Nacido en Rionegro (Antioquia), el 23 de diciembre de 1939, aunque algunos biógrafos hayan afirmado que nació en Medellín, Quintero empezó a revolucionar la música popular colombiana a finales de los años 50, al incluir en sus canciones, con ritmo de cumbia y de porro, sintetizadores y guitarras eléctricas, instrumentos que hasta entonces eran exclusivos del rock and roll. Su carrera musical comenzó con el grupo Los Teen Agers. Tiempo después fue el vocalista de Los Hispanos, donde fue reemplazado por Rodolfo Aycardi, su amigo, con quien lo enfrentaron con fines comerciales en infinidad de ocasiones. Finalmente creó Los Graduados.

Con Los Graduados rompió todo lo que hasta ese entonces se había hecho. Si la música tropical ya era popular, él la popularizó aún más, llevándola al interior de Colombia, mezclándole sonidos y ritmos andinos. Adonay, Don Goyo, Fantasía nocturna, El aguardientosky y cientos de canciones más posicionaron a la orquesta y la llevaron por Europa, Estados Unidos y Suramérica. Quintero fue bautizado como El Loko, así, con k, por Otto Greiffenstein, y desde entonces sus locuras o corduras fueron parte de la leyenda. Como escribió el periodista Élber Gutiérrez en El Espectador, en enero del 2011: “Tiene que estar loco. Una persona en sus cabales no se sale de un grupo como los Teen Agers cuando es la estrella del conjunto que en 1959 les ganó la carrera a los roqueros (o rocanroleros) colombianos a la hora de incorporar el teclado eléctrico y la guitarra eléctrica en sus canciones. Menos aún, se va de Los Hispanos tras imprimir un estilo nuevo a la música tropical, sumando a las elaboradas piezas de folclor nacional sonidos eléctricos de otros lares, trova paisa y su inconfundible show, inspirado en la puesta en escena de las canciones de Elvis Presley. Había que tener algún problema en la cabeza para incurrir en el sacrilegio de grabar saludos, alaridos y frases de animación en las canciones, moda que inauguró él hace 50 años. No faltó quien le dijera que fundar Los Graduados era un sinsentido. Una locura que lleva ya más de 40 años, que es referente obligado en la música colombiana (...). Pero también hay evidencias sobre su cordura. Como cuando convirtió el cruce de Junín con Colombia (Medellín) en un verdadero enredo al tirar desde el tercer piso de su oficina miles de pesos en billetes de a dos. Ni la Policía ni los delegados de impuestos comprendían que estaba cumpliendo con su palabra. Había prometido lanzar un novillo por la ventana, vendió el animal y arrojó el producto del negocio a la calle.

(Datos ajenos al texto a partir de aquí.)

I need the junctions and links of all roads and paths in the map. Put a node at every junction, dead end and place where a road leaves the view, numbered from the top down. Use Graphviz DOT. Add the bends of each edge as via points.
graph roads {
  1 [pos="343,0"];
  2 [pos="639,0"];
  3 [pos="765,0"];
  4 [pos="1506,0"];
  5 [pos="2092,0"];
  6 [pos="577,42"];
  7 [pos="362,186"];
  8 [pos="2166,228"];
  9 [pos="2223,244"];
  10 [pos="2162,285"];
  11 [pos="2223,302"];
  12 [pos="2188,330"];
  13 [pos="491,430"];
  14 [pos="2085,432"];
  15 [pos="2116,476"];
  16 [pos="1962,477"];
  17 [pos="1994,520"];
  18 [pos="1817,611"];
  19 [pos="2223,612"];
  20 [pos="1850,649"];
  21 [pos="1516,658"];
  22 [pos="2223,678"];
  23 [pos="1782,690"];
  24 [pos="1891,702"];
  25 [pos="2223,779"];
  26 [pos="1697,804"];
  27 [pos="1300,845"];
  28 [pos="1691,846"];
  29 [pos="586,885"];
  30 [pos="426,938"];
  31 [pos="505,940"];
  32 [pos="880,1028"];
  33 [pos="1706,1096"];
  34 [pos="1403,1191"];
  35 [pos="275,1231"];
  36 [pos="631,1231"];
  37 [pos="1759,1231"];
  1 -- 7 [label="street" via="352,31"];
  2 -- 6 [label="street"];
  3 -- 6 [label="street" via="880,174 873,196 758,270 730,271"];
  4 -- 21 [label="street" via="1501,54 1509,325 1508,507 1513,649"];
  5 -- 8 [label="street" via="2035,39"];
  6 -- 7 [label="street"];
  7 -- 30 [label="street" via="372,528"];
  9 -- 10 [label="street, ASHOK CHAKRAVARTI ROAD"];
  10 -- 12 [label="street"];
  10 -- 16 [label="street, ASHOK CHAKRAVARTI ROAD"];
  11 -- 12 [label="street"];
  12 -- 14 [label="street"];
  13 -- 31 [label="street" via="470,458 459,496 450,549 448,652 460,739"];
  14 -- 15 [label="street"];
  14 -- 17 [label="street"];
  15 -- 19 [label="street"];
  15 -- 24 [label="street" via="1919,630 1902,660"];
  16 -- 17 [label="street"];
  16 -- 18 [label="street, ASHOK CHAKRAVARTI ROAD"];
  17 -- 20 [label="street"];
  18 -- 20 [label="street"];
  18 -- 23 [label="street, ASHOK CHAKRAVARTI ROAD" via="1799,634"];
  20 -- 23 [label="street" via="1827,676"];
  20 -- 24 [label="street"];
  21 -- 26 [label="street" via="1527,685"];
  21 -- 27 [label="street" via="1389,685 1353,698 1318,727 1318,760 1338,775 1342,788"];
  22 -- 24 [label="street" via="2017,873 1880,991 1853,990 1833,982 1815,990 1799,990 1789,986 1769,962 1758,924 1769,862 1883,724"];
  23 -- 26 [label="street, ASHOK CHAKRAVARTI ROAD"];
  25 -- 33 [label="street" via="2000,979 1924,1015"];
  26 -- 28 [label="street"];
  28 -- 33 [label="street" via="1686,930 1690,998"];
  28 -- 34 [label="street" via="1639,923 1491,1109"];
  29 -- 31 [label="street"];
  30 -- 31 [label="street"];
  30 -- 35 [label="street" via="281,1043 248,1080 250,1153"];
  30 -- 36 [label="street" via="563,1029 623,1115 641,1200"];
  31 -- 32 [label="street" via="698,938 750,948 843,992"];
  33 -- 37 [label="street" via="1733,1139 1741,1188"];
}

Era un viernes de noviembre de 1979, justo cuando los diarios publicaban que los labriegos del país pedían al Consejo Nacional de Salarios unificar el sueldo mensual, pues en la ciudad era de $3.450 y en el campo apenas llegaba a $3.150”.

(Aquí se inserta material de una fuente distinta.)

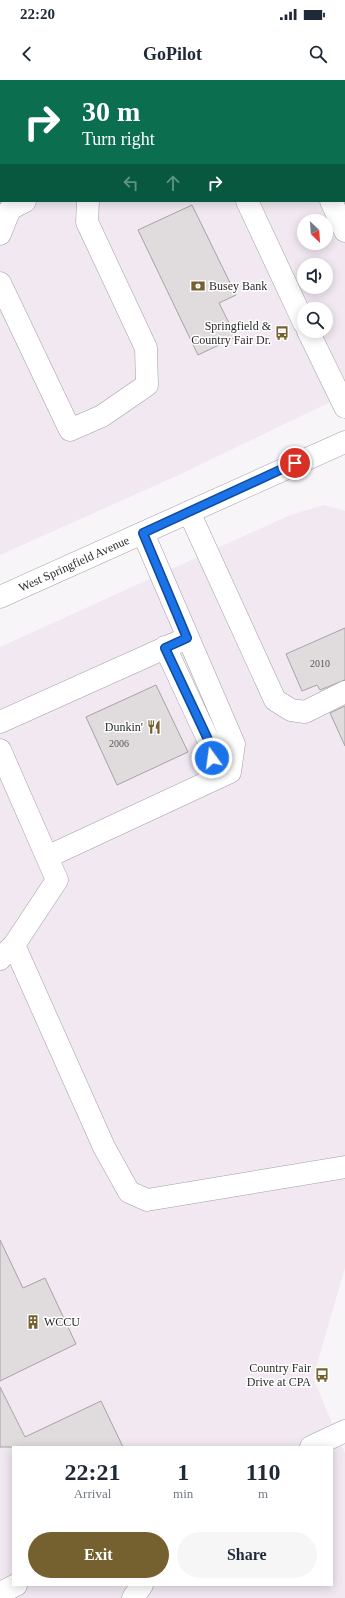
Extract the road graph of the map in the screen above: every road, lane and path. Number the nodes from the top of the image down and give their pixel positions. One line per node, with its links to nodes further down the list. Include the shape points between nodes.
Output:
1 (88, 202): 7 (main road, via 86,222 146,348 147,385 102,416 70,430)
2 (247, 202): 8 (main road)
3 (331, 202): 5 (main road)
4 (12, 204): 6 (main road)
5 (345, 231)
6 (0, 234)
7 (0, 283)
8 (297, 308)
9 (311, 338): 10 (main road)
10 (345, 407)
11 (345, 442): 12 (main road, West Springfield Avenue)
12 (189, 512): 13 (main road, West Springfield Avenue); 17 (main road, via 275,700 292,710 305,712)
13 (143, 533): 14 (main road, West Springfield Avenue); 15 (main road)
14 (0, 598)
15 (187, 638): 16 (main road); 20 (main road, via 234,744 230,772)
16 (165, 648): 18 (main road); 20 (main road, via 212,748 213,768)
17 (345, 692)
18 (0, 722)
19 (0, 750): 21 (main road)
20 (207, 782): 21 (main road)
21 (47, 857): 22 (main road, via 57,880)
22 (7, 952): 23 (main road, via 129,1192 147,1200)
23 (345, 1167)
24 (345, 1431): 25 (main road)
25 (314, 1446)
26 (14, 1586): 28 (main road)
27 (141, 1586): 29 (main road)
28 (0, 1593)
29 (133, 1598)

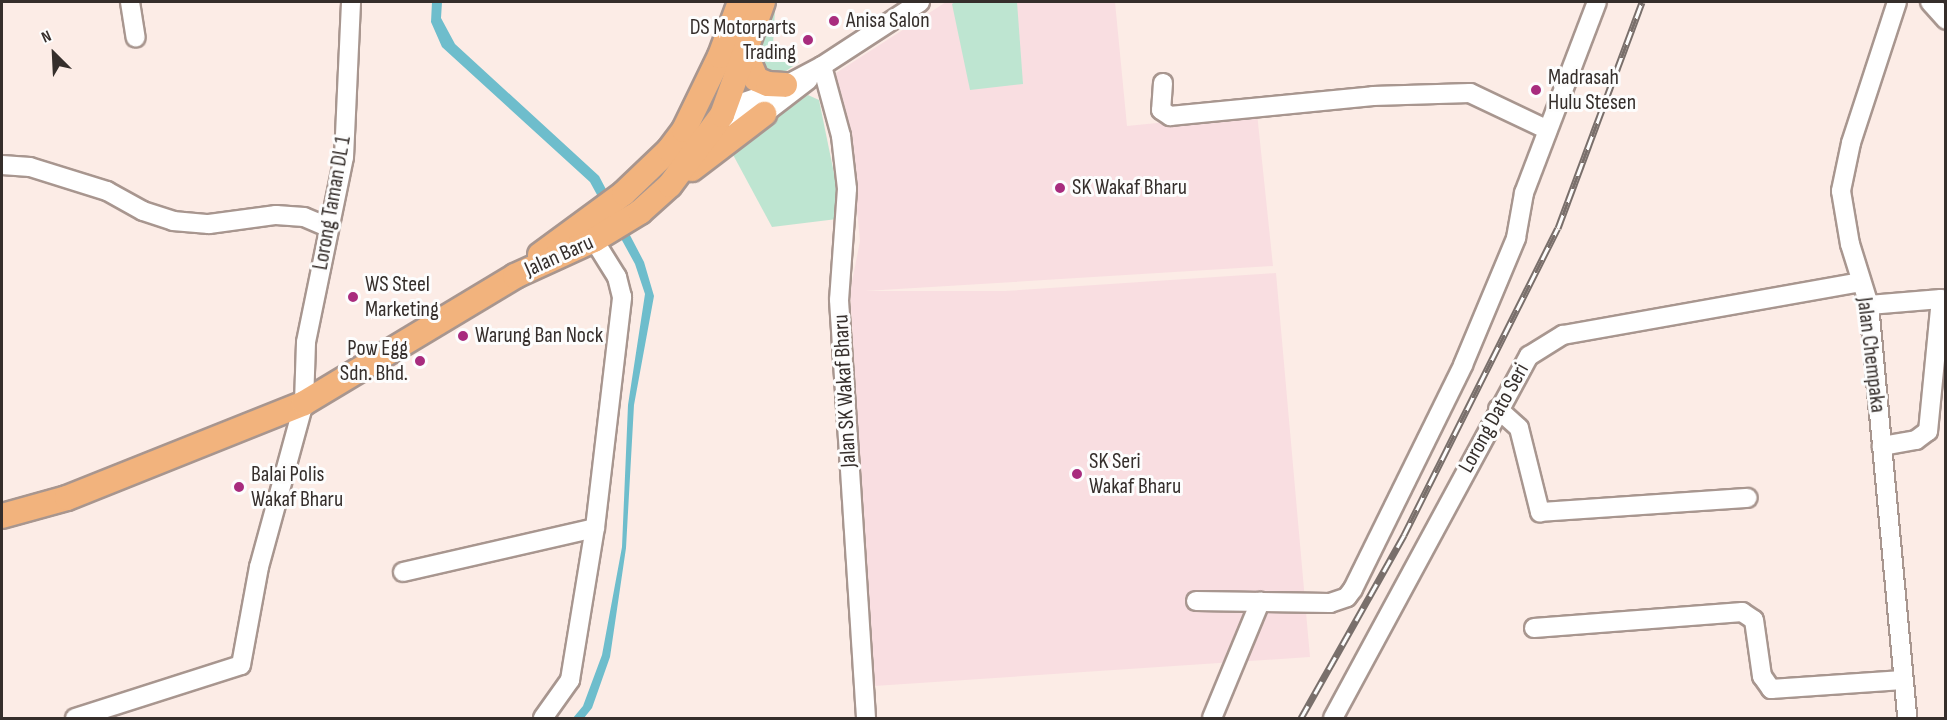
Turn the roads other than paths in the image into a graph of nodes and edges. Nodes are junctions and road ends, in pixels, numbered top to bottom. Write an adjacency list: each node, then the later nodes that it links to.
1 (130, 2): 10 (street)
2 (351, 2): 22 (street, Lorong Taman DL 1)
3 (740, 2): 12 (main road, Jalan Baru)
4 (763, 2): 11 (main road, Jalan Baru)
5 (920, 2): 13 (street)
6 (1597, 2): 19 (street)
7 (1897, 2): 25 (street, Jalan Chempaka)
8 (1930, 2): 9 (street)
9 (1946, 20)
10 (136, 38)
11 (746, 55): 15 (main road); 16 (main road, Jalan Baru)
12 (720, 56): 16 (main road); 18 (main road, Jalan Baru)
13 (822, 66): 15 (street); 17 (street); 40 (street, Jalan SK Wakaf Bharu)
14 (1163, 83): 19 (street)
15 (785, 85): 16 (street)
16 (722, 106): 17 (street); 18 (main road); 21 (main road, Jalan Baru)
17 (764, 114): 21 (main road)
18 (684, 130): 24 (main road, Jalan Baru)
19 (1548, 130): 35 (street)
20 (2, 165): 22 (street)
21 (670, 185): 23 (main road, Jalan Baru)
22 (328, 227): 27 (street, Lorong Taman DL 1)
23 (594, 240): 24 (main road, Jalan Baru); 32 (street)
24 (515, 276): 27 (main road)
25 (1860, 282): 26 (street, Jalan Chempaka); 28 (street, Lorong Dato Seri)
26 (1869, 305): 29 (street, Jalan Chempaka); 29 (street)
27 (304, 403): 31 (main road); 38 (street, Lorong Taman DL 1)
28 (1498, 408): 30 (street); 42 (street, Lorong Dato Seri)
29 (1882, 446): 37 (street, Jalan Chempaka)
30 (1748, 498)
31 (2, 516)
32 (595, 528): 33 (street); 39 (street)
33 (403, 572)
34 (1196, 601): 35 (street)
35 (1260, 602): 41 (street)
36 (1534, 628): 37 (street)
37 (1903, 680): 43 (street, Jalan Chempaka)
38 (75, 718)
39 (543, 718)
40 (866, 718)
41 (1212, 718)
42 (1333, 718)
43 (1907, 718)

A partir de los 70, diciembre comenzó a sonar a Los Graduados y, más aún, a Gustavo Quintero. Criticado, querido o copiado, su estilo trascendió. Era de los pocos que podían decir, con autoridad, que “los músicos actuales todo lo encuentran fácil, por ejemplo en la grabación con la tecnología y en la difusión con los medios nuevos. Rápido suben y rápido bajan. La profesión es agradecida, pero ahora es más de mercado y antes era más de sentimiento”.

Sus primeros estudios los realizó en la escuela Édgar Poe Restrepo, de Medellín. Allí cantaba en cuanto coro hubiera. Pasó por la Escuela de Bellas Artes en Medellín y se matriculó para estudiar economía en la Universidad de Antioquia. Vivió unos años en Cali, aunque la mayor parte de su vida la pasó en Medellín. Entre sus grandes recuerdos estaban el hecho de haber compartido tarima con Leo Dan y Palito Ortega y haber recibido un premio por su trayectoria en Nueva York de manos de Tito Puente.